Exact copy, pictures excluded: please retype every record below.
(SUPPLIED DATA begins)
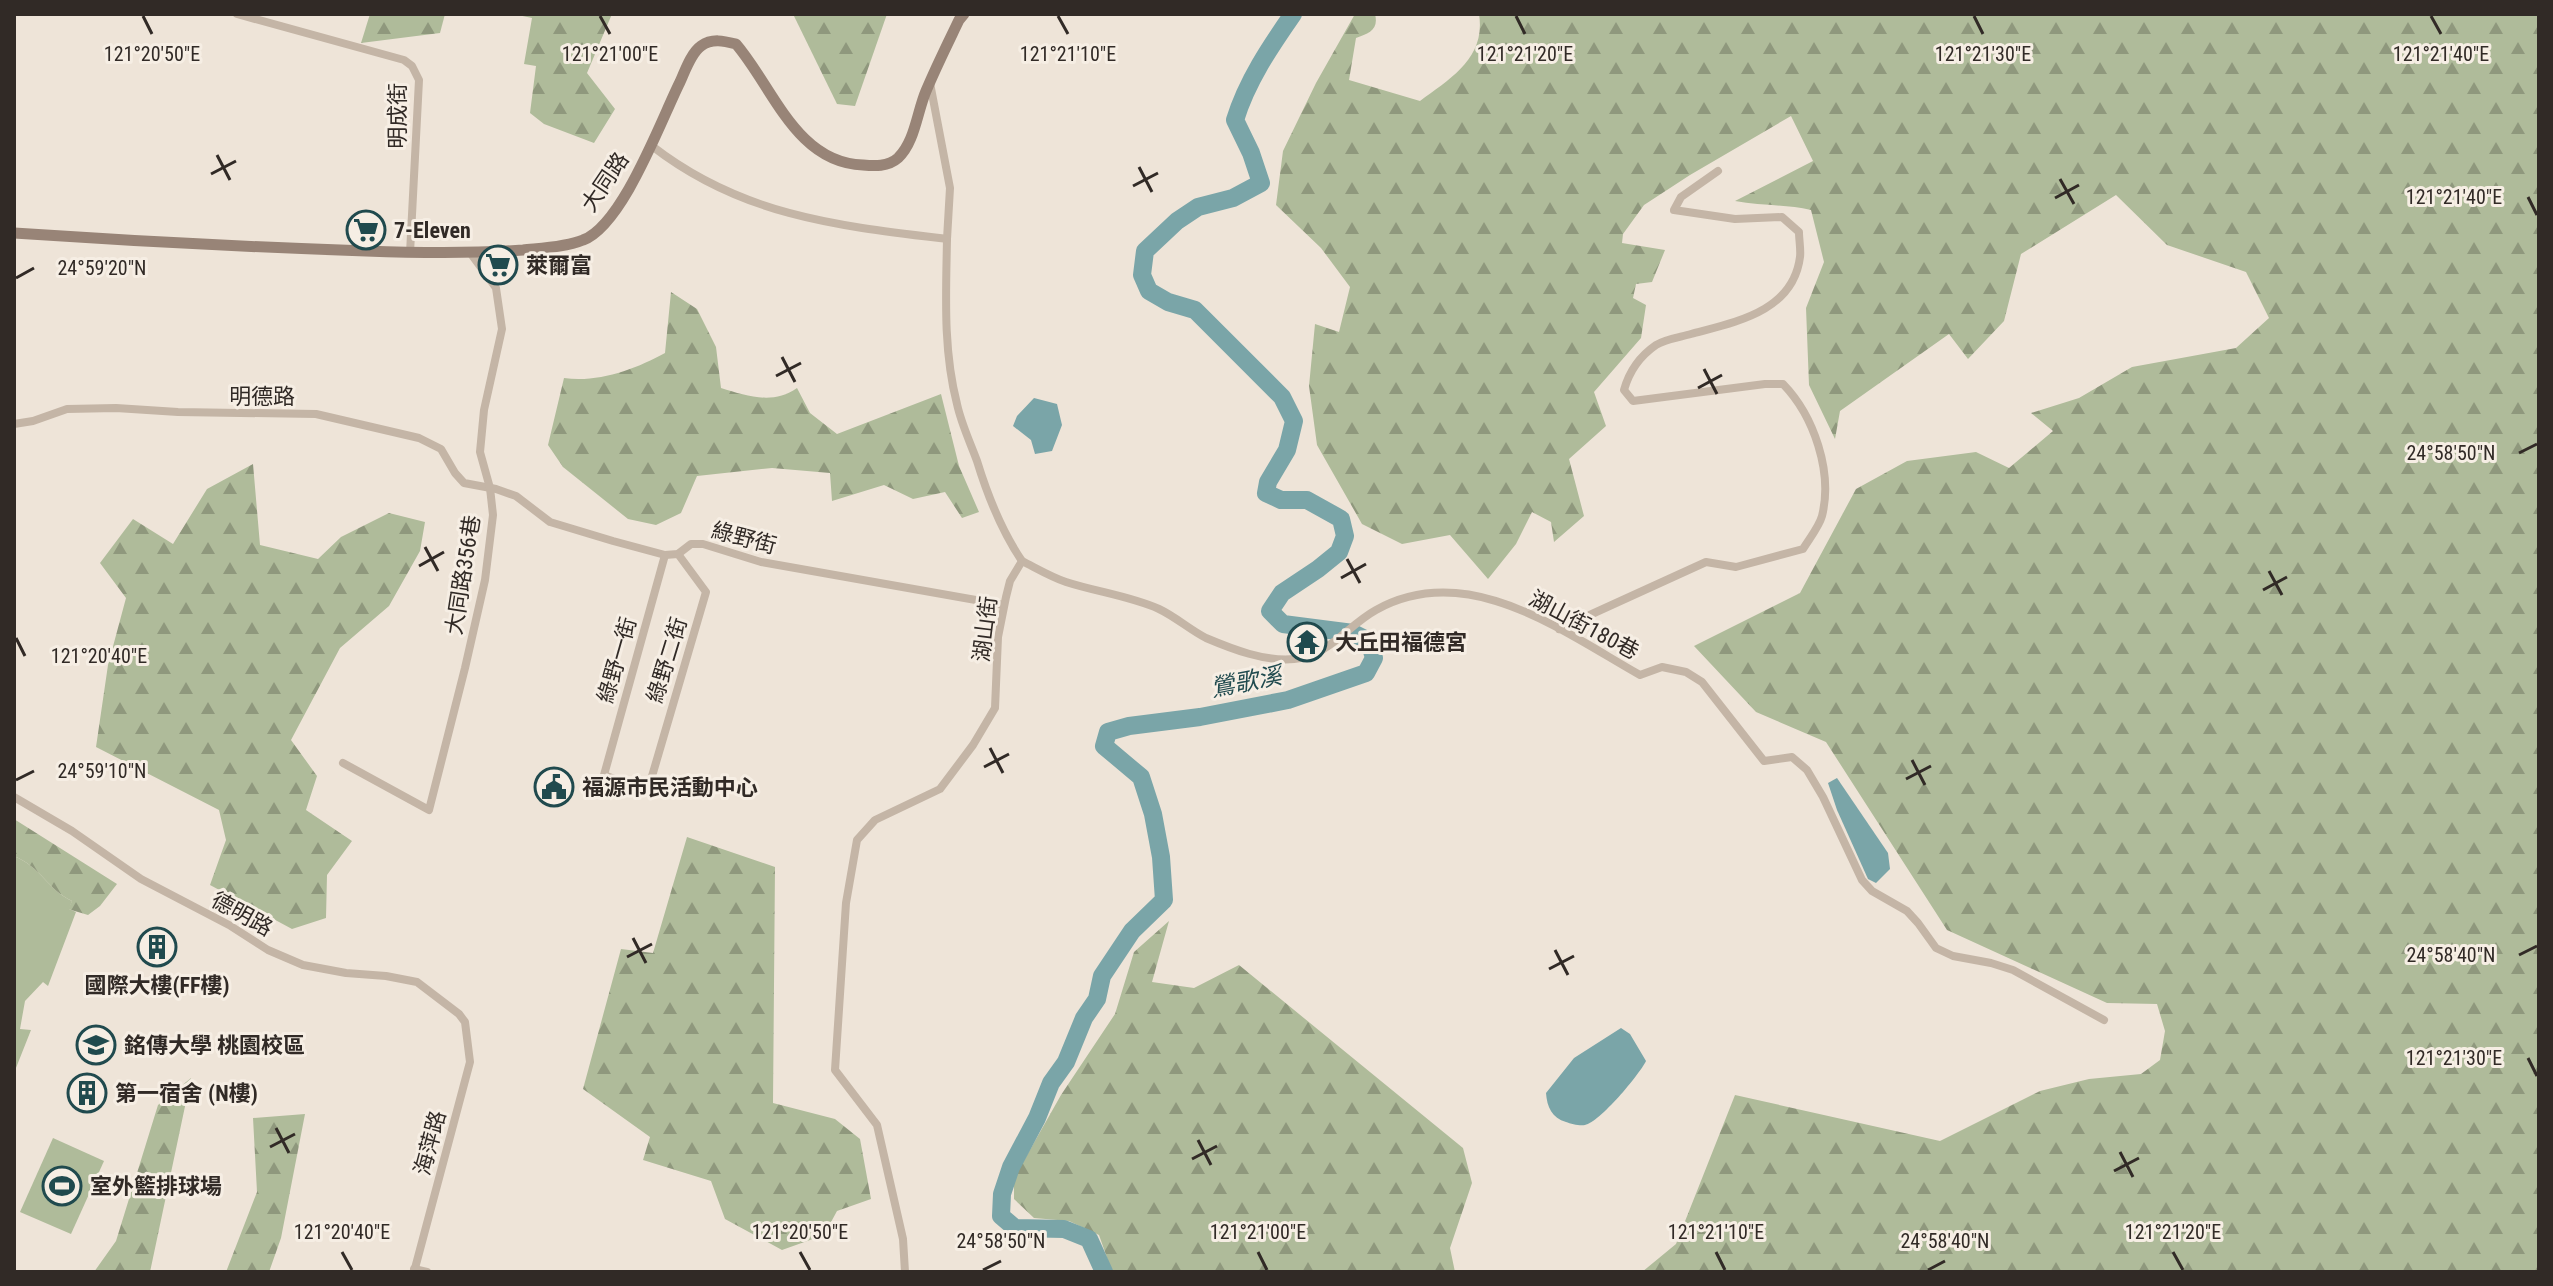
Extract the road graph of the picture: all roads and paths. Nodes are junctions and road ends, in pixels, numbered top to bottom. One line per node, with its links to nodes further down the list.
1 (237, 14): 8 (street, 明成街)
2 (964, 14): 3 (street, 大同路)
3 (930, 82): 4 (street, 大同路); 7 (street)
4 (652, 146): 7 (street); 9 (street, 大同路)
5 (1718, 171): 16 (street)
6 (14, 233): 8 (street, 大同路)
7 (947, 239): 14 (street)
8 (410, 253): 9 (street, 大同路)
9 (471, 254): 11 (street, 大同路356巷)
10 (14, 424): 11 (street, 明德路)
11 (490, 488): 13 (street, 綠野街); 17 (street, 大同路356巷)
12 (678, 554): 13 (street, 綠野街); 15 (street, 綠野街); 18 (street, 綠野二街)
13 (665, 555): 18 (street, 綠野一街)
14 (1022, 561): 15 (street, 湖山街); 16 (street, 湖山街180巷)
15 (1004, 605): 24 (street, 湖山街)
16 (1559, 629): 20 (street, 湖山街180巷)
17 (343, 763)
18 (604, 775)
19 (14, 797): 21 (street, 德明路)
20 (2104, 1020)
21 (465, 1022): 22 (street, 海萍路)
22 (414, 1271): 23 (street)
23 (427, 1272)
24 (905, 1272)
(SUPPLIED DATA ends)
> _TASK ANSWER_:
Extract the road graph of the picture: all roads and paths. Nodes are junctions and road ends, in pixels, numbered top to bottom. One line per node, with its links to nodes further down the list.
1 (237, 14): 8 (street, 明成街)
2 (964, 14): 3 (street, 大同路)
3 (930, 82): 4 (street, 大同路); 7 (street)
4 (652, 146): 7 (street); 9 (street, 大同路)
5 (1718, 171): 16 (street)
6 (14, 233): 8 (street, 大同路)
7 (947, 239): 14 (street)
8 (410, 253): 9 (street, 大同路)
9 (471, 254): 11 (street, 大同路356巷)
10 (14, 424): 11 (street, 明德路)
11 (490, 488): 13 (street, 綠野街); 17 (street, 大同路356巷)
12 (678, 554): 13 (street, 綠野街); 15 (street, 綠野街); 18 (street, 綠野二街)
13 (665, 555): 18 (street, 綠野一街)
14 (1022, 561): 15 (street, 湖山街); 16 (street, 湖山街180巷)
15 (1004, 605): 24 (street, 湖山街)
16 (1559, 629): 20 (street, 湖山街180巷)
17 (343, 763)
18 (604, 775)
19 (14, 797): 21 (street, 德明路)
20 (2104, 1020)
21 (465, 1022): 22 (street, 海萍路)
22 (414, 1271): 23 (street)
23 (427, 1272)
24 (905, 1272)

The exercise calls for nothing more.